Feb.7 (GMM) Sauber will actually have two different official names for Formula 1’s 2024 season.
On the nose of the new neon green car for 2024, the name ‘Sauber’ has prominently returned to the Swiss-team’s livery now that the Alfa Romeo naming deal is over.
“For us, it was important, after six years with Alfa Romeo, to establish a new team identity,” said team representative Alessandro Alunni Bravi.
“Before the (2026) Audi era, it was important to present ourselves with this new identity.”
The new identity, however, is not a reversion to Sauber – which is merely the company name. On the official 2024 FIA entry list, the team’s name is actually the awkward mouthful Stake F1 Team Kick Sauber.
However, the team has been referring to itself as Stake F1 – even though the chassis name is officially the somewhat amusing ‘Kick Sauber’.
“It is also important for a team like ours to have these commercial partnerships in place,” Bravi said. “So we’re taking advantage of the opportunity to have such an important partner as Stake joining us, like Kick, to create this new team identity.”
Sauber has cleverly positioned itself to be able to drop the ‘Stake’ name when required in 2024 and revert to ‘Kick’ – because Stake, an Australian betting portal with a Curacaoan casino license, is banned in Switzerland.
And according to Swiss broadcaster SRF, Switzerland’s federal casino commission has opened proceeding against Sauber for illegally advertising Stake.

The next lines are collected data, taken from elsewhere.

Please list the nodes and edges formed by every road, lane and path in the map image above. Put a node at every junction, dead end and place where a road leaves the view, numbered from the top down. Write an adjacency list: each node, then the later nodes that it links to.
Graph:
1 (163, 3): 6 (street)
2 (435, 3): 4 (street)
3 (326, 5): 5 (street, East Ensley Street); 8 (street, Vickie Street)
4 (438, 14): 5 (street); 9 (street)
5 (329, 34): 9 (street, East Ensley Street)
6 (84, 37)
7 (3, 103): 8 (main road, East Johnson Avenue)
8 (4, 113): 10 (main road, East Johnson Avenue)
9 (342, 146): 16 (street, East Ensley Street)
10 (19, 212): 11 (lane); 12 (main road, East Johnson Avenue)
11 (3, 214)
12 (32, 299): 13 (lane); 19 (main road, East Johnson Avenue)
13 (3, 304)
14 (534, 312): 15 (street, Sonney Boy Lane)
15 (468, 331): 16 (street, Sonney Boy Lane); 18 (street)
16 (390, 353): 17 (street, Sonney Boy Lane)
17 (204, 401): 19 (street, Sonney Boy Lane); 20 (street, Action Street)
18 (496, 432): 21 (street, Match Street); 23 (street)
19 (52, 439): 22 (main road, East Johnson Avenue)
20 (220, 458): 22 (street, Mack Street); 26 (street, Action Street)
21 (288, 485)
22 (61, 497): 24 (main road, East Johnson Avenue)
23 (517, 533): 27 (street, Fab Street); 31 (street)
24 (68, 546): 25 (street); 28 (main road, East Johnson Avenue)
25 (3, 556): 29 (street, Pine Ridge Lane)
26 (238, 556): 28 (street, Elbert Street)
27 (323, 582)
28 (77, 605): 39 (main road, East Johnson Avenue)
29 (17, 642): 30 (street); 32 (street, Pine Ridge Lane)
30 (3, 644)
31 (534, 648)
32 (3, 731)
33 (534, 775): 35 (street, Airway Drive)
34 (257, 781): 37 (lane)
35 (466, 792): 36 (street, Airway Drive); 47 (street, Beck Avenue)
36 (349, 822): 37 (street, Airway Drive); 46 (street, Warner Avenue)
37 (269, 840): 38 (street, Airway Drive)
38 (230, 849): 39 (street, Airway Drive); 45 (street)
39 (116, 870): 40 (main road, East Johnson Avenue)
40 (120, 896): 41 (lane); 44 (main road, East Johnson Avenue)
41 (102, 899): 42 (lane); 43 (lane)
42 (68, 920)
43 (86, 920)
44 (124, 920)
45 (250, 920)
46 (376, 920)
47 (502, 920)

The Swiss ban, which is echoed with similar bans in many of the F1 race locations this year, is why Sauber launched its 2024 car this week in London rather than Switzerland.
Bravi denies Sauber has broken Swiss law.
“As we did last year, we will adhere to all applicable laws,” he insisted. “And if Stake is banned, we will have an alternative team name. Depending on the country, we work with Stake or Kick, a different sponsor.”
But according to legal expert Patrick Krauskopf, switching between Stake and Kick is unlikely to convince the authorities in Switzerland.
“The word Stake is already so strongly imprinted in the minds of viewers that they have probably crossed the red line into unauthorised advertising,” said the competition law professor at Zurich University.